The air smells of fish and old men, cigars in a moist wooden room, the greenery that waves underwater.
Children ride on this air, their hair short and uneven, behind them the tired masses of mothers and wives, starting, finishing, bolstering those who have come before, submerged in the dark which stretches around the world.
Our dead lie here, in wait, stumbled from ships and wharfs, travelling miles and miles under they are left to only float past me when the tide returns. They’ve been there, they’ve seen.
We breathe and drink them all. They are, after all, just us.
I think while I walk, while one foot follows the other, my jeans pulling and heaving against the clammy air. I stare at the stars on clear nights, transfixed and slightly in love with the forever above me. I’d name them if I could, but satisfy myself with wonder and belief and that childhood fantasy that somewhere, someone else is staring at our star with a winsome, irresistible belief that someone is out there. That their planet, their worries, their griefs, are never lonesome.
Staring at that dark sky, obscured by urban light and smoke, I always become filled with what I can only identify as heady, blissful divinity. A world, a universe, a life filled with such mystery, beauty and wonder. A life, blessed with the ability to find, to learn, to touch and taste. How can we ever stray, ever feel doubt with such magic hanging above us?
I walk further, and I know the answer. The moon crying through trees, the heavy whisper of early summer slipping through the leaves, and I can feel my mother. She never truly leaves me, her voice in my ears, distracting me from that wonder, her life, and death, harboured inside of me, deep down, burning. She is the doubt.
She is the doubt that floats on that moist air, the scent of life and death, co-mingled until we can barely tell the difference. But she had memories, and eyes that saw the vastness of our past. Staring into the new green of these trees, I see the children, the missing sons and daughters left behind, or started forward. Perhaps they sit, kitty corner to the nearest star, waiting, growing as we mourn their loss. But their eyes never saw the great question, so I think of them as waiting for their mothers, and fathers, in that great beyond, dancing with a red dwarf, their hands still soft and clean.
I can’t help but think of them all, motes now, as the grass and the leaves and the strawberries grow, as the sky grows clear and the tide sweetened air fills my lungs. I can’t help but think that while they’re all dancing in the stars, I’m watching the trees sway in moonlight, and the air is tentative and kind like a first lover.
I can’t help but think of them all in the stark white of the moon, and where they’ve been.
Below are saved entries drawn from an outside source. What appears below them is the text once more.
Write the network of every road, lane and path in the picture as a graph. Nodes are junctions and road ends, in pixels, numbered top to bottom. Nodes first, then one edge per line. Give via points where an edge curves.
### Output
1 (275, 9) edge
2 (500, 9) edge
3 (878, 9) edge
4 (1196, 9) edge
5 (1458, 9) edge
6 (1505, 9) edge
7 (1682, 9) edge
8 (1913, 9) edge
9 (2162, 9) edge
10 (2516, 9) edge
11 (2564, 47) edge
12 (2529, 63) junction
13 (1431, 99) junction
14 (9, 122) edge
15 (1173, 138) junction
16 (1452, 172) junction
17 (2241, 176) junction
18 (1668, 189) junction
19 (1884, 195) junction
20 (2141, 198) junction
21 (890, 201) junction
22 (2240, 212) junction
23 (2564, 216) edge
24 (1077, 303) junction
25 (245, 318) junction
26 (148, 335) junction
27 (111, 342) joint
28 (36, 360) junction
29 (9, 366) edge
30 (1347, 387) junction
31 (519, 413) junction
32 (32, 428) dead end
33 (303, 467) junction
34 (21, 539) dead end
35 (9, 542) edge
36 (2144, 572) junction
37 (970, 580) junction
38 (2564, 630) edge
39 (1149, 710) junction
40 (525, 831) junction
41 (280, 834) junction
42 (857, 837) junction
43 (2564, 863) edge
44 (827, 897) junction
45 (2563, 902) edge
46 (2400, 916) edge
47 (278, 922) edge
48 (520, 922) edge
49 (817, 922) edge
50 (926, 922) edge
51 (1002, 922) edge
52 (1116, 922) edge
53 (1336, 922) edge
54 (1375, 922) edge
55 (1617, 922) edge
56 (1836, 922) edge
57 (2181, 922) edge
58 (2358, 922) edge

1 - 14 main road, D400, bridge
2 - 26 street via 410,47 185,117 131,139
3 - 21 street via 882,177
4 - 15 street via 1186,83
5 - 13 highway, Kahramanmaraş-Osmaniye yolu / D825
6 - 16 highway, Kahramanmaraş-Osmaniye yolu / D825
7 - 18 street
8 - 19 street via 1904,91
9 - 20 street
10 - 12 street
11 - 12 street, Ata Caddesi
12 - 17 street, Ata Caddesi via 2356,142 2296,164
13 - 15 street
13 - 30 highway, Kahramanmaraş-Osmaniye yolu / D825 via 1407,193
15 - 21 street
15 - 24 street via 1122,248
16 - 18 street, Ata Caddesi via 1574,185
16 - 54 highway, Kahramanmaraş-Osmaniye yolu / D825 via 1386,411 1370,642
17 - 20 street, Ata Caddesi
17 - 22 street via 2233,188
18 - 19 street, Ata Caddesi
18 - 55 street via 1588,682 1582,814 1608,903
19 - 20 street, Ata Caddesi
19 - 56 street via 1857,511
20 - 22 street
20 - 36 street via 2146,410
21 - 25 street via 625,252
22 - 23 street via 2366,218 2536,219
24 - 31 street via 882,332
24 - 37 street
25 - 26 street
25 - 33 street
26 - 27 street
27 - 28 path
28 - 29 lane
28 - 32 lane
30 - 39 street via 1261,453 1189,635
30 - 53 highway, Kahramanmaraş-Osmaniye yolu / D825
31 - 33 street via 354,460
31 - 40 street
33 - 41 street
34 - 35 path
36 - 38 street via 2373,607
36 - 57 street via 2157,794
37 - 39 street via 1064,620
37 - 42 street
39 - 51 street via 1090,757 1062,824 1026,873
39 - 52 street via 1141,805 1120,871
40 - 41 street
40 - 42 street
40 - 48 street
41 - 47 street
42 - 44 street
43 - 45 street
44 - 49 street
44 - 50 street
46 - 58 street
They float on, adrift on a sea of time, unravelling slowly as years drift by.
They touch us, they touch the skies, they touch the stars. Patiently, they become part of that wonder. Head in hands, chin poised on fingers, they wait.
I come home, sit here, writing this very piece. On my chest, a 4 month old kitten fidgets and purrs her way through the night.
Wonder and beauty, life and death are all very well. But they can never overtake the purring of a new cat.